> _WHAT IS NEEDED_
Show every line of the data where the word "DEODORO" can be found.

> _DATA SHOWN_
::::::::::
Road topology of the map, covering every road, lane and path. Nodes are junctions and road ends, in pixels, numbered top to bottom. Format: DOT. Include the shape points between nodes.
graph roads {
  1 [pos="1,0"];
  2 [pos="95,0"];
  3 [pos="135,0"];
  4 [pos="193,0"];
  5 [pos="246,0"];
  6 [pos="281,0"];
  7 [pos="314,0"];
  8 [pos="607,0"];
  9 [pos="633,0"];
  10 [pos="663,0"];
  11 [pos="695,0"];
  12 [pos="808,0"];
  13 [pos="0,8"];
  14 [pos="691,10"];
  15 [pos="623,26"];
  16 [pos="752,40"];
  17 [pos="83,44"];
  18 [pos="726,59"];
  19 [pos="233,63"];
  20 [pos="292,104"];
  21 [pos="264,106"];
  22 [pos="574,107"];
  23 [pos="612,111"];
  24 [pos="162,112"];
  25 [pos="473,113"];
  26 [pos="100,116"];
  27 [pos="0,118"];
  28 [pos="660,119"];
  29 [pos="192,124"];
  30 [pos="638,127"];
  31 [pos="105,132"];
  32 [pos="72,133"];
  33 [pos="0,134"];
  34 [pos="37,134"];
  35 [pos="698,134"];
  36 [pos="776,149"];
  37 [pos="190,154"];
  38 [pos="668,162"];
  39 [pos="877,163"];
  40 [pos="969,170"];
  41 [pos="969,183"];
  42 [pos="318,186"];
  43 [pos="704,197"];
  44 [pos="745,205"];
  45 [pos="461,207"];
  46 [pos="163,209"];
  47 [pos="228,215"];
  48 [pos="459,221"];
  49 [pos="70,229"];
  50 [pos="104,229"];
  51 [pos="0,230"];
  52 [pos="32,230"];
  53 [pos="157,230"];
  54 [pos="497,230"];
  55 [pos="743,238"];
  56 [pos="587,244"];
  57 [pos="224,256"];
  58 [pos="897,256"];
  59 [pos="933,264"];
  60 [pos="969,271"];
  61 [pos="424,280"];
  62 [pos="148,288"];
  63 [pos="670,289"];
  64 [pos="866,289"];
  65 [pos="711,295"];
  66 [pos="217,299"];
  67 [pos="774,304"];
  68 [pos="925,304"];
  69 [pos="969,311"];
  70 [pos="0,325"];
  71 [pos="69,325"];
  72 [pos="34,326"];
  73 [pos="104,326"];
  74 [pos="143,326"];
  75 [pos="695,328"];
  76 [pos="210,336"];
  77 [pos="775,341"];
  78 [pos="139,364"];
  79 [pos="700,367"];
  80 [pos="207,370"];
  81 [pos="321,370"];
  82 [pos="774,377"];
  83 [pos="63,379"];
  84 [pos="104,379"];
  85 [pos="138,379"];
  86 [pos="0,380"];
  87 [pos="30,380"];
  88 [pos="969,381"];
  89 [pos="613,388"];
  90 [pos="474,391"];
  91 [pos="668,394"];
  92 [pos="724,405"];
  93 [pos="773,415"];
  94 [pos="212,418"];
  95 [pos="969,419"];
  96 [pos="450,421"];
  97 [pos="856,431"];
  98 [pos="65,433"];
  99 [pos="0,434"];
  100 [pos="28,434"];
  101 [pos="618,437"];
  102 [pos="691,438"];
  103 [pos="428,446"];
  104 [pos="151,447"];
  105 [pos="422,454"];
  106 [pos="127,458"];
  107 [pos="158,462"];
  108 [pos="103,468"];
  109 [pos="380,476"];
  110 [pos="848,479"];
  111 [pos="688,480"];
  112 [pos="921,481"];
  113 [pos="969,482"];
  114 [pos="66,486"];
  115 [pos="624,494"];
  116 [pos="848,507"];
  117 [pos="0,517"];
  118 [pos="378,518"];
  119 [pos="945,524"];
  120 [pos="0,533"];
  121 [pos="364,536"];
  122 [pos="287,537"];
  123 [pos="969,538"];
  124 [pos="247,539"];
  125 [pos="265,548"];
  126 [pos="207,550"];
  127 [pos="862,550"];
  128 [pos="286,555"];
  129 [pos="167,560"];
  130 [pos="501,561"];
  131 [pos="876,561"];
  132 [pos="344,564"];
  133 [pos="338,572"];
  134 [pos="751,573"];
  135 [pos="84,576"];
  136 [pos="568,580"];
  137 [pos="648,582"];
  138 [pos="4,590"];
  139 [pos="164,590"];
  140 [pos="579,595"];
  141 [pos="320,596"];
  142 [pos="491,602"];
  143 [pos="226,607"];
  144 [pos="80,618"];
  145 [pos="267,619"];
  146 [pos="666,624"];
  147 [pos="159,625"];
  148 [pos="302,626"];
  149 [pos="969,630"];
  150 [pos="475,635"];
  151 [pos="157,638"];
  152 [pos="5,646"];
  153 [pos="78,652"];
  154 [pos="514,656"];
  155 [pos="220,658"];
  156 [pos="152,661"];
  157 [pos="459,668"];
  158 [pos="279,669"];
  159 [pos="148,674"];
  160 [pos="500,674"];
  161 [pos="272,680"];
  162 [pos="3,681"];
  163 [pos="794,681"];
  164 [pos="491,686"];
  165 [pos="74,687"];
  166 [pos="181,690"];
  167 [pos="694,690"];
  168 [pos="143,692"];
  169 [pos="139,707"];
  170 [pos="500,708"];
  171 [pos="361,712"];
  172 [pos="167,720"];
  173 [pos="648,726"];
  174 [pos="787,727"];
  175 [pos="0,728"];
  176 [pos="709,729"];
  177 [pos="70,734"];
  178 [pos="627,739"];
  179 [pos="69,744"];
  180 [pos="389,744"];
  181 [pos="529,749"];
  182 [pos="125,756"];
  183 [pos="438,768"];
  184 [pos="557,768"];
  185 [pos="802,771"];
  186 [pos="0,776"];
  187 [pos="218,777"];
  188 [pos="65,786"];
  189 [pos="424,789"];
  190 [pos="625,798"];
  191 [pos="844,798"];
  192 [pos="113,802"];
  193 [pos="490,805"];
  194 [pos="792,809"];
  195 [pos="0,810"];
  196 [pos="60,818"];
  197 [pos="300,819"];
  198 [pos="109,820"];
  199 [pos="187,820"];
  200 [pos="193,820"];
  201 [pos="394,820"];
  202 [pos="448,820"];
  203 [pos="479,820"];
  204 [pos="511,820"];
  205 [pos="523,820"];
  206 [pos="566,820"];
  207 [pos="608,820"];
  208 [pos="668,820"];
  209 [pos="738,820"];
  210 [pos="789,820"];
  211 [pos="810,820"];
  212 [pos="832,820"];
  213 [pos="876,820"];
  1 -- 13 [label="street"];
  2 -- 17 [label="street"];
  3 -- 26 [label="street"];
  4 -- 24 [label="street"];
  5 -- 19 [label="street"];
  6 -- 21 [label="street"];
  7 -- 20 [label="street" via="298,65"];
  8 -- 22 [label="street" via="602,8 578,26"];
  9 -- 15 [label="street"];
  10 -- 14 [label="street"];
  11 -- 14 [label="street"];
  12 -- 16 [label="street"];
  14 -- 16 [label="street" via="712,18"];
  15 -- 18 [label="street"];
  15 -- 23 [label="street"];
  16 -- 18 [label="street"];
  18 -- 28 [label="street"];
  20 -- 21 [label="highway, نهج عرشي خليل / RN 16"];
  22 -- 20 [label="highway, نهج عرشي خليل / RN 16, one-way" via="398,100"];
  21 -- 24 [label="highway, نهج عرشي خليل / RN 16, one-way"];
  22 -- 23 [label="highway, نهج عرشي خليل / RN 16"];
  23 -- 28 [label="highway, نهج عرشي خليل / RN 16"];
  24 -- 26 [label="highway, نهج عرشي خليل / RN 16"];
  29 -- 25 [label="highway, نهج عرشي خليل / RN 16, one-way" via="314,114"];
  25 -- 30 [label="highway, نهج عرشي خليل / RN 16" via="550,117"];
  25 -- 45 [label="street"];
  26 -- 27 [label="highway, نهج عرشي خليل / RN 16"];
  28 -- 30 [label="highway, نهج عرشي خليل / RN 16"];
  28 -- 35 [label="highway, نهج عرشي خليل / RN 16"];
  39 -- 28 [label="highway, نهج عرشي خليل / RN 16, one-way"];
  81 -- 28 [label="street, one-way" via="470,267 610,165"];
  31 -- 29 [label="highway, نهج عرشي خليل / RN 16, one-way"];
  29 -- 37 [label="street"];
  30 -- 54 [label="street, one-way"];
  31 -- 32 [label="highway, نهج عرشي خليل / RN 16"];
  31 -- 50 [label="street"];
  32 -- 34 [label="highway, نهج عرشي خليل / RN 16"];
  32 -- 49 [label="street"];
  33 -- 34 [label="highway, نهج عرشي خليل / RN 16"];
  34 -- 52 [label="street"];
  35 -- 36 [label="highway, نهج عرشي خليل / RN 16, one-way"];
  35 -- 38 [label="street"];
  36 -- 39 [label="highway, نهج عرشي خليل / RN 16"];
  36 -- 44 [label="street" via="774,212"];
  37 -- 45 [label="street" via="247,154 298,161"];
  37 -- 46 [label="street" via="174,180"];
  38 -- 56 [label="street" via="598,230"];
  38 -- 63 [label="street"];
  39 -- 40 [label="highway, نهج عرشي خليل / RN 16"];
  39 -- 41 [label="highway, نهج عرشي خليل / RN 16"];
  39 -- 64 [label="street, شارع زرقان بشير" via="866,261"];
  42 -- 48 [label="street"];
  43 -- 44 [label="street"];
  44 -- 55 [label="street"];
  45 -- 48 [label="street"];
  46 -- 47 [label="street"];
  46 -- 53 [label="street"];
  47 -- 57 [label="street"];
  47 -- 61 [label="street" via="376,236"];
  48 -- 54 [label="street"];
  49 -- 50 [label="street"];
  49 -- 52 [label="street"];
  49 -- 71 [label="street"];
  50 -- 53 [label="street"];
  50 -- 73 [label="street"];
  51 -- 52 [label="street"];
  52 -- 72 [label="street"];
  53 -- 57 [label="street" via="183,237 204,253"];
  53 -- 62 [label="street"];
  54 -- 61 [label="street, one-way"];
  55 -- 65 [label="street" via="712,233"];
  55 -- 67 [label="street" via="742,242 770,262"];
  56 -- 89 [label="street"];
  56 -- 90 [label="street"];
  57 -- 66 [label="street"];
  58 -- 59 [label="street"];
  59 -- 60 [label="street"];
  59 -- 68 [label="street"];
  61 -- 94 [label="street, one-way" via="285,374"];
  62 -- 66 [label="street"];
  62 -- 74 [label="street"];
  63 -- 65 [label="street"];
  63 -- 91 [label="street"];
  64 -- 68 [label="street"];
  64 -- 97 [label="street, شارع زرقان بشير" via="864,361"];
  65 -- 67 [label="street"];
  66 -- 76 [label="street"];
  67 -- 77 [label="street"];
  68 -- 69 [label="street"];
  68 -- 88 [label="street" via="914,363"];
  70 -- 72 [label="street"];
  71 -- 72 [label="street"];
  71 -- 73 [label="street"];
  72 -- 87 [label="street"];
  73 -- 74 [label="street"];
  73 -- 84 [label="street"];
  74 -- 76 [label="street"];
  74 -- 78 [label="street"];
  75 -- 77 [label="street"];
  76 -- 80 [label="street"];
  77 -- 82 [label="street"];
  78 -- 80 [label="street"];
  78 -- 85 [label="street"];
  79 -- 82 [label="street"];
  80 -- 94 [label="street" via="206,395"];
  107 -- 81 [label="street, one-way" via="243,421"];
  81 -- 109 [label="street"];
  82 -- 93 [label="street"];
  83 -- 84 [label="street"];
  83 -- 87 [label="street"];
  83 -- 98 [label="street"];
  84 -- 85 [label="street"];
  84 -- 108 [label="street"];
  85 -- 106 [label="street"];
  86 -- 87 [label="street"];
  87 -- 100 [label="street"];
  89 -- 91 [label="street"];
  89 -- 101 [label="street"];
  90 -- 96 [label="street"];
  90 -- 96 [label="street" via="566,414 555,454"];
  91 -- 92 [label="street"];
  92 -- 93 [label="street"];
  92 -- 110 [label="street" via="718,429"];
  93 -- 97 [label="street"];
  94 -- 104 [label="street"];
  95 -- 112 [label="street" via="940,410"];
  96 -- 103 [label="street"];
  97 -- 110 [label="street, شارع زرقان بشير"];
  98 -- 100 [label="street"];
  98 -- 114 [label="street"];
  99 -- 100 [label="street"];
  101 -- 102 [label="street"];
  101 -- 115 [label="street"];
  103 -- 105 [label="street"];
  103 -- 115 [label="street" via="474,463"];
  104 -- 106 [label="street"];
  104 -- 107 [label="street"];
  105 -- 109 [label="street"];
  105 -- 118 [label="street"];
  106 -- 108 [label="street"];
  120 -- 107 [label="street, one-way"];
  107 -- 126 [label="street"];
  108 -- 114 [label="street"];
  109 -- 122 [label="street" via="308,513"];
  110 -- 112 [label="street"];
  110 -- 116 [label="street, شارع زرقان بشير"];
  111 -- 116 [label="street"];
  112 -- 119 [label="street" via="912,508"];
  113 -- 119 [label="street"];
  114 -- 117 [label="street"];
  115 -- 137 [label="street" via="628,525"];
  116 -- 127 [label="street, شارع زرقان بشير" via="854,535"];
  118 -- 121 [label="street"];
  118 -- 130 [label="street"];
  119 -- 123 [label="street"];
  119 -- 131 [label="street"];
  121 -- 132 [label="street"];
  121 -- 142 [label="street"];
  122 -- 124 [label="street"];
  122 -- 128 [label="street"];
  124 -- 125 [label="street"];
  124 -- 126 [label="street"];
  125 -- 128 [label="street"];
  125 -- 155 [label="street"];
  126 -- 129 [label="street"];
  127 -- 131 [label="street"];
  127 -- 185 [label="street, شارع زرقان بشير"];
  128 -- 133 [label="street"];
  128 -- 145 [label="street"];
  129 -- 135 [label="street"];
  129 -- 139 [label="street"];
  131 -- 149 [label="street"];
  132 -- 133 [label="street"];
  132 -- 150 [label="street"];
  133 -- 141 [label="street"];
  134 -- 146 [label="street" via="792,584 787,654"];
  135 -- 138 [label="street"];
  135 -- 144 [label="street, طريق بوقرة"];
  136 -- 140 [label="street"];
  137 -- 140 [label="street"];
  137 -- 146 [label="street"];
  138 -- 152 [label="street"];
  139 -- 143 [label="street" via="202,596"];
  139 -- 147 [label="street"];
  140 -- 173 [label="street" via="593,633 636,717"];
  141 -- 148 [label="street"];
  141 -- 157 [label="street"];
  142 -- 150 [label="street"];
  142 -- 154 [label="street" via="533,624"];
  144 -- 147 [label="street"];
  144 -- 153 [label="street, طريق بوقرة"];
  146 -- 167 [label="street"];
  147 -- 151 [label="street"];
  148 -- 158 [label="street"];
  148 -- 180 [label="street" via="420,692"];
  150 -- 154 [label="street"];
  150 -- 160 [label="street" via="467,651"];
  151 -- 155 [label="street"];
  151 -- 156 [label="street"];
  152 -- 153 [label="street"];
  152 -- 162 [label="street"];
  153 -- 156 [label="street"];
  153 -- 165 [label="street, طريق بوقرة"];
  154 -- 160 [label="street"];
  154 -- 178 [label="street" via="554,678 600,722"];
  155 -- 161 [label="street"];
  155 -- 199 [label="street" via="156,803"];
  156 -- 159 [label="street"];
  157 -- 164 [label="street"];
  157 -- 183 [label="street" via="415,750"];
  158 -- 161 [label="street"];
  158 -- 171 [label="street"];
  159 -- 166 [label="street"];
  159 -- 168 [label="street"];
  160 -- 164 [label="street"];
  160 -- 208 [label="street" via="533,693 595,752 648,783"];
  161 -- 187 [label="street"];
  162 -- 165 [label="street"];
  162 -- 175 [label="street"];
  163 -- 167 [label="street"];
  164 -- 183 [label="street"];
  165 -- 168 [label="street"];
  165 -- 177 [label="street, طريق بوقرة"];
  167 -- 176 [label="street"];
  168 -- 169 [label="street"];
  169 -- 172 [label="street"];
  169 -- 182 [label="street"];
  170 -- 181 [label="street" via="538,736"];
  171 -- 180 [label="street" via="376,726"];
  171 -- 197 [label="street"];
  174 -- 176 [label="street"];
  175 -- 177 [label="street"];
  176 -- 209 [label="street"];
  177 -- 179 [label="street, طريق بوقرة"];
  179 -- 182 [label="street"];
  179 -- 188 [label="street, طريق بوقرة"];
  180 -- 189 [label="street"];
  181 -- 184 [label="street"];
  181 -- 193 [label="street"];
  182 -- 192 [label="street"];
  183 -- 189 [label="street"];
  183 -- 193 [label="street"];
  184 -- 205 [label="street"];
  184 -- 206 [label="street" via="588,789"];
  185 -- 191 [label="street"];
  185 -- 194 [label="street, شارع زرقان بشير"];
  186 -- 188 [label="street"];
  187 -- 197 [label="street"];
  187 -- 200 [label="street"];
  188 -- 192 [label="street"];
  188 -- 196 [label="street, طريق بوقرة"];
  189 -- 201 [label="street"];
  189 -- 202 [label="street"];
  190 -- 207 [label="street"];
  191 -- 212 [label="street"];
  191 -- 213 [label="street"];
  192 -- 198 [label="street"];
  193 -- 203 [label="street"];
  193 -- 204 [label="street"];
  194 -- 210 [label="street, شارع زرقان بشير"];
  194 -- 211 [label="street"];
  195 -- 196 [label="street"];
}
::::::::::
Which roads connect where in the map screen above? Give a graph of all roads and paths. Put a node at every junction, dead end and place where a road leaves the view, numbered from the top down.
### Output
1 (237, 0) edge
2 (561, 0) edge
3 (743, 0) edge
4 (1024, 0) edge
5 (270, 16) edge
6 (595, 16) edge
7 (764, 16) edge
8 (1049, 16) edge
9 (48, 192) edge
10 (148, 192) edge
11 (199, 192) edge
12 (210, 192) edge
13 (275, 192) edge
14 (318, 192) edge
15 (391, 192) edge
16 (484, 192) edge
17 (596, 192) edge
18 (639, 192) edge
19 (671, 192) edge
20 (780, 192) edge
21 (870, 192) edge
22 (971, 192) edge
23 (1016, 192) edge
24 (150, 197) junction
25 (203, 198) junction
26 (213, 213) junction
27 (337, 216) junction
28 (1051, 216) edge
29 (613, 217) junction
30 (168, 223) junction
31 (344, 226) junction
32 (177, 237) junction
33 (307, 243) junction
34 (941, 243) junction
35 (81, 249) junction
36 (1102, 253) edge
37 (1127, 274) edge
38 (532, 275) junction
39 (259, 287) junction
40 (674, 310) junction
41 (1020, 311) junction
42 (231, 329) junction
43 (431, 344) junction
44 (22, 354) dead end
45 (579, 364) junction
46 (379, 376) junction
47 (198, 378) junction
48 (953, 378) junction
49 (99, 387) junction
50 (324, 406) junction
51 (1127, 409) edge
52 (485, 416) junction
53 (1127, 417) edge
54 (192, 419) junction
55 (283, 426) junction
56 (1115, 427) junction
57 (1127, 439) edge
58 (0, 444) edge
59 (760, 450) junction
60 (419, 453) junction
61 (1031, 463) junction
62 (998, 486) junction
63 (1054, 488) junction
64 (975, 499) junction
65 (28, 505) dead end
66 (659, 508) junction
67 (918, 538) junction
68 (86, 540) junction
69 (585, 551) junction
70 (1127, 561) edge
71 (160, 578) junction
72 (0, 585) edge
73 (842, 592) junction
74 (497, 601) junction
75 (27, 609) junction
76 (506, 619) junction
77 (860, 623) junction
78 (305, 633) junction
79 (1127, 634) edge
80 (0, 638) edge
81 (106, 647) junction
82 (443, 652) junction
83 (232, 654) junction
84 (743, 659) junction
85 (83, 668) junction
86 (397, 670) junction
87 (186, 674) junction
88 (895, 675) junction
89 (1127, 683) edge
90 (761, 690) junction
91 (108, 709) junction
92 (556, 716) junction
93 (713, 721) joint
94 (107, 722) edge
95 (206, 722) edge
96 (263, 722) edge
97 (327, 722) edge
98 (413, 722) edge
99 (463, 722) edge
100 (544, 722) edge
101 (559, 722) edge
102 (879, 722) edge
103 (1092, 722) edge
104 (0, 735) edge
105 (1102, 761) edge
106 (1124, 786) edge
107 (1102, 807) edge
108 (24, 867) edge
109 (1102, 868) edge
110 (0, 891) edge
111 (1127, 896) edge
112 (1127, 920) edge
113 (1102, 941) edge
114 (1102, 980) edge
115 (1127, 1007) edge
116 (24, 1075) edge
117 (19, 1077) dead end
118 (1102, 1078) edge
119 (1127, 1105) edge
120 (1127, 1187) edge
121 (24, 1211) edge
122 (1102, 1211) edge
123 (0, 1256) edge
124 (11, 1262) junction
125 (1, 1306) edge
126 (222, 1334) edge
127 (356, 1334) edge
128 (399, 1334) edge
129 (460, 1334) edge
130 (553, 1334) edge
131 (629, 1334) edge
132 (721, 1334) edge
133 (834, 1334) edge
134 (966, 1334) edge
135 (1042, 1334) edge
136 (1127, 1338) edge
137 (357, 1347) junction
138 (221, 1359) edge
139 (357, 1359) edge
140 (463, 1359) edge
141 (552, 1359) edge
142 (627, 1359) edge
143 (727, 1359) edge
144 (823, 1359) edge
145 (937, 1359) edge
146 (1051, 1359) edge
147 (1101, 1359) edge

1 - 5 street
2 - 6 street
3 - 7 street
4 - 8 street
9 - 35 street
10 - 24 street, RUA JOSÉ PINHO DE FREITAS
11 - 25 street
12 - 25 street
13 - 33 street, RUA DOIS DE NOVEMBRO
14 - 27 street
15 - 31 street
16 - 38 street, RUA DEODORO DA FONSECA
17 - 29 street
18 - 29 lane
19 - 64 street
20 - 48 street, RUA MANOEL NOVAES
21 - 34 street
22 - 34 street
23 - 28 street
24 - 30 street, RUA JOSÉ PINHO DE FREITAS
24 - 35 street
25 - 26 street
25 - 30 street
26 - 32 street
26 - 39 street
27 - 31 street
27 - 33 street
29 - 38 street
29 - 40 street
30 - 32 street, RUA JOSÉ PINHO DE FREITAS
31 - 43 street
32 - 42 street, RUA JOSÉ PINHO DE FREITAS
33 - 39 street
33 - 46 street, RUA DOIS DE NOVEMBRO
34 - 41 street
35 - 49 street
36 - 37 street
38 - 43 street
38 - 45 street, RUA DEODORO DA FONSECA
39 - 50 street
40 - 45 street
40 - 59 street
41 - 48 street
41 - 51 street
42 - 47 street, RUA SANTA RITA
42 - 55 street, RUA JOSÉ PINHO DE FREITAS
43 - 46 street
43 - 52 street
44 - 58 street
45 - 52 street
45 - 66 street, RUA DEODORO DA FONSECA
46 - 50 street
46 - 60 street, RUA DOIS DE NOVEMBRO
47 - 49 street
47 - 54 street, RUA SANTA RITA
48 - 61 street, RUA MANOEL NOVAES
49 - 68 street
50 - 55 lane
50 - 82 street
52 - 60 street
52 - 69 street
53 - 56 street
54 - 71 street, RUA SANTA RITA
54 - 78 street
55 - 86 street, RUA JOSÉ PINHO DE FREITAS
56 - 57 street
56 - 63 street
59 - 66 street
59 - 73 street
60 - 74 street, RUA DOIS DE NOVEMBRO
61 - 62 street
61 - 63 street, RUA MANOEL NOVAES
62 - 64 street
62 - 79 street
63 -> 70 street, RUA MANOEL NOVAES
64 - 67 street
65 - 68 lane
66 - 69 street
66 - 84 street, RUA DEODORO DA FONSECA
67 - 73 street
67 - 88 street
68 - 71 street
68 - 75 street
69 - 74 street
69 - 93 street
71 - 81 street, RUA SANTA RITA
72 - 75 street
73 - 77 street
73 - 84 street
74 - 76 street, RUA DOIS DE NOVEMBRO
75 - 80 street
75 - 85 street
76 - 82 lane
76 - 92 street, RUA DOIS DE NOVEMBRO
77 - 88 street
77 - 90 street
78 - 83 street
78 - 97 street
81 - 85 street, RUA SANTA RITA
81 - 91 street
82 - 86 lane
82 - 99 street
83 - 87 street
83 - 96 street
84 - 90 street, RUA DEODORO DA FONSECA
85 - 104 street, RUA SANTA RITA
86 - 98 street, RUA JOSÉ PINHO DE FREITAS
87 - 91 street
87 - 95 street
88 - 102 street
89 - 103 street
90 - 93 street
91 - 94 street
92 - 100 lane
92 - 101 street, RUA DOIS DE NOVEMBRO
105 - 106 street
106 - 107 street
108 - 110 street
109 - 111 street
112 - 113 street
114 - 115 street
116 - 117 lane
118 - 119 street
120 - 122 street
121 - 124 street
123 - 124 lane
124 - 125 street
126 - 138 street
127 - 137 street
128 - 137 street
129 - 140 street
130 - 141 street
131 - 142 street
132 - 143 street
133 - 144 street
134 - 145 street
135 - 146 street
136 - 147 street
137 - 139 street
::::::::::
> _SOLUTION BELOW_
16 - 38 street, RUA DEODORO DA FONSECA
38 - 45 street, RUA DEODORO DA FONSECA
45 - 66 street, RUA DEODORO DA FONSECA
66 - 84 street, RUA DEODORO DA FONSECA
84 - 90 street, RUA DEODORO DA FONSECA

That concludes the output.